Gümbür gümbür...! Gümbür...!
Bu sefer iki güçlü darbe en batıdan geldi.
Bu kargaşa tüm refakatçi grubunu alarma geçirdi ve hatta Lillias bile dışarı koşup durumu araştırmaya başladı.
Ancak, kontrol etmek için bir araya toplanan kimse, belli bir mesafeden sonra, gecenin karanlığında neler olup bittiğini göremiyordu.
Ay ışığından dolayı sadece uzaktaki uçurumların kenarlarındaki belirsiz gölgeleri görebiliyorlardı, bunun dışında hiçbir şey göremiyorlardı.
“Neler oluyor? O etkiler neydi? Buradan hafif titremeleri bile hissedebiliyordum!” diye haykırdı Lillias.
“Her iki taraftaki kayalıklara güçlü bir şeyin çarptığı duyuldu, ancak bunu söylemek veya görmek çok karanlıktı.”
“Oldukça uzak olmalı,” diye düşündü Kaptan Rhys ve ekledi, “Kat ettiğimiz mesafeye bakılırsa, Blackmoon Şehri'ne oldukça yakın olmalı.”
“Blackmoon Şehri'ne yakın mı? Şehir saldırı altında mı? Geri dönmeli miyiz?” diye sordu genç bir savaşçı şaşkınlıkla.
Diğer genç savaşçılar da aynı şeyi düşünürken vaan, korkunç bir sonuca varmadan önce zihninde senaryolar kurdu.
“Hayır! Geri dönemeyiz! Blackmoon Bölgesi'nden mümkün olduğunca çabuk çıkmalıyız!” vaan aniden herkese bağırdı, “Her şeyi toplayın ve gidelim! Şehrin surlarının dışındaki herkes için tüm kuzey tarafı cehenneme dönecek!”
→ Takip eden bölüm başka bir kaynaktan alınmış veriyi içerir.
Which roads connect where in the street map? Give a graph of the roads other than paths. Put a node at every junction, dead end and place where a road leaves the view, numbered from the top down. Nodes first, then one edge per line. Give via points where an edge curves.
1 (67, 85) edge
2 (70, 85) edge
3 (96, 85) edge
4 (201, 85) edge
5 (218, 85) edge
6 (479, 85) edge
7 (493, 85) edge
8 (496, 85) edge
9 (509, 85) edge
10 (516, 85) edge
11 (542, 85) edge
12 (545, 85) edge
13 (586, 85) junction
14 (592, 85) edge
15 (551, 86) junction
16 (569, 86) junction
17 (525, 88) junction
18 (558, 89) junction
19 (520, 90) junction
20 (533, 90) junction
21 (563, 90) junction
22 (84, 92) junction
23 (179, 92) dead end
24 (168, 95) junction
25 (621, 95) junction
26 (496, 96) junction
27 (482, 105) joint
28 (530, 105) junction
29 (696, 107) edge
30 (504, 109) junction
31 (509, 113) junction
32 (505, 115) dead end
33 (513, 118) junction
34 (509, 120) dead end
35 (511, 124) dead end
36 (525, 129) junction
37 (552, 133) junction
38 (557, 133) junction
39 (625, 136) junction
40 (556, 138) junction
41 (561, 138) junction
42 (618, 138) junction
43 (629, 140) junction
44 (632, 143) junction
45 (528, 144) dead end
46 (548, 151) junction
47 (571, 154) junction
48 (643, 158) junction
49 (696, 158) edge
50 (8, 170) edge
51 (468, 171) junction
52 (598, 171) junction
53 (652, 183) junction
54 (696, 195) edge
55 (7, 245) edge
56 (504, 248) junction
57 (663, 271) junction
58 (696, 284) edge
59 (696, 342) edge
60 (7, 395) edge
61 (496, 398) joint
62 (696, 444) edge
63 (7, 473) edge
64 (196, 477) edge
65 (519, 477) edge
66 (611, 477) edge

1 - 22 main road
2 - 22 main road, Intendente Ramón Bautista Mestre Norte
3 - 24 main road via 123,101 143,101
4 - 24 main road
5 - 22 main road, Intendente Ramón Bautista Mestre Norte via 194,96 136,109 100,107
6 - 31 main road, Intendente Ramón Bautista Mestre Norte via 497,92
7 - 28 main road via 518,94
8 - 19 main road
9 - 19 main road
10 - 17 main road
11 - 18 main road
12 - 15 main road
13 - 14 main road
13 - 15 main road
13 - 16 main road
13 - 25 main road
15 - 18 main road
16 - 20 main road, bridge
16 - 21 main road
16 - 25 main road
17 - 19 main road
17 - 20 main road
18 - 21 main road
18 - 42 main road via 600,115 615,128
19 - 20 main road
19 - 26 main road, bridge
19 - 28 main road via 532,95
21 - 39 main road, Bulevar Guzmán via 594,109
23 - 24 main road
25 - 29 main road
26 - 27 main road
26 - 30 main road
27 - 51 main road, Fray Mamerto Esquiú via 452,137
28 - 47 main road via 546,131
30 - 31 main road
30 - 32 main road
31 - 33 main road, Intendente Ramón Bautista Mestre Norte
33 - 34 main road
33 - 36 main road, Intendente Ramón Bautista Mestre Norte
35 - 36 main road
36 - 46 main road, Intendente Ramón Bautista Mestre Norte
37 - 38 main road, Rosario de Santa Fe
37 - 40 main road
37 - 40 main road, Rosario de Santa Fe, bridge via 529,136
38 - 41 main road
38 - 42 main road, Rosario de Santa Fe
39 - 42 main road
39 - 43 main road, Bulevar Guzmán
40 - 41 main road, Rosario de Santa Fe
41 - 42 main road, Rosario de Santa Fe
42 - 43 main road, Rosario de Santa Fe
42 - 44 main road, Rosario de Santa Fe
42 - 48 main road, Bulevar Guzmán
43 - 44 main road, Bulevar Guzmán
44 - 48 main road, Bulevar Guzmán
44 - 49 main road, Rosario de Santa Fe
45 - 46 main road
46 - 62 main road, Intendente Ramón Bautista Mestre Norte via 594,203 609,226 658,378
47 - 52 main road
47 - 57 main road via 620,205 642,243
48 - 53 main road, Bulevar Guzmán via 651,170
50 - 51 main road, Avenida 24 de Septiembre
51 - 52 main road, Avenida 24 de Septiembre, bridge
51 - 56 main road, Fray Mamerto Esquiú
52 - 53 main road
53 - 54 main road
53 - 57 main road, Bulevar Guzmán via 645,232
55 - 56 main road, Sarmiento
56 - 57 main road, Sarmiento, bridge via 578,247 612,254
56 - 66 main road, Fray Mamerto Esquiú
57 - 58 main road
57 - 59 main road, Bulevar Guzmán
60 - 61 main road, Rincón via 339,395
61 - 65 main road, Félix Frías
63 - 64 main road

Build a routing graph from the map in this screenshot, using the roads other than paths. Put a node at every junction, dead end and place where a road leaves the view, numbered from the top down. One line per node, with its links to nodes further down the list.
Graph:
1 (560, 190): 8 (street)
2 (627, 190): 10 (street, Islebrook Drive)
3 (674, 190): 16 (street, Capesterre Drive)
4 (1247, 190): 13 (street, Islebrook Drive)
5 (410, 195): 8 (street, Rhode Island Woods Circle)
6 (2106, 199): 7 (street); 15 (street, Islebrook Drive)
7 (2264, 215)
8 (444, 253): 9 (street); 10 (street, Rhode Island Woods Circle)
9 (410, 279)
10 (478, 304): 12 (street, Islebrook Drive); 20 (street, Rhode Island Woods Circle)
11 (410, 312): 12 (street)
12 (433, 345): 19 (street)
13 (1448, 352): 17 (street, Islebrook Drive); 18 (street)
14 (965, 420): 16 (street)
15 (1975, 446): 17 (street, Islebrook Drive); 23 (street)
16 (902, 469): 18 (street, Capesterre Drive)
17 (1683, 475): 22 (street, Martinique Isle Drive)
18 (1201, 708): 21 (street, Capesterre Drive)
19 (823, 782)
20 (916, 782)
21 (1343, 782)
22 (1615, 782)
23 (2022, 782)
Yüzbaşı Rhys ve diğerleri vaan'ın aciliyeti karşısında şaşırdılar, sonra sordu, “Sizi bu kadar korkutacak bir durumun içinde miyiz?”
“En kötü türden!” diye cevapladı vaan ciddi bir şekilde. “Yolda daha detaylı açıklayacağım. Ama şimdilik, hızlı hareket etmemiz gerekiyor!”
“Tamam. vaan'ın dediğini yapacağız.”
Linette, Kaptan Rhys'ın fikrini sormasının ardından onayını dile getirdi.
Eskort grubu eşyalarını vagonlara yerleştirdikten kısa bir süre sonra herkes hemen yola çıktı ve Linette Toprak Semenderi'ni çağırdı.
Çok geçmeden sayısız uluyan cehennem tazısının tüm kuzey bölgesine yayılması uzun sürmedi.
“vaan, bana açıkça açıkla. Ne tür tehlikeli bir durumdayız?” diye sordu Linette yanında ciddi bir ifadeyle.
“Birisi, kuzey yakasından geçen herkese zarar verme niyetiyle uçurum mağaralarının içinde gizlenen Karanlık Cehennem Tazılarını dışarı çekmek için bilerek uçurum duvarlarına vurdu. Tüm kuzey yakasının etrafta dolaşan öfkeli Karanlık Cehennem Tazılarıyla dolması uzun sürmeyecek,” diye açıkladı vaan.
Daha da kötüsü, aralarında çok sayıda 2. veya hatta 3. Seviye Karanlık Cehennem Köpeği olacak!
vaan, Şehir Lordu Istana'nın deliliğini ciddi şekilde hafife almıştı.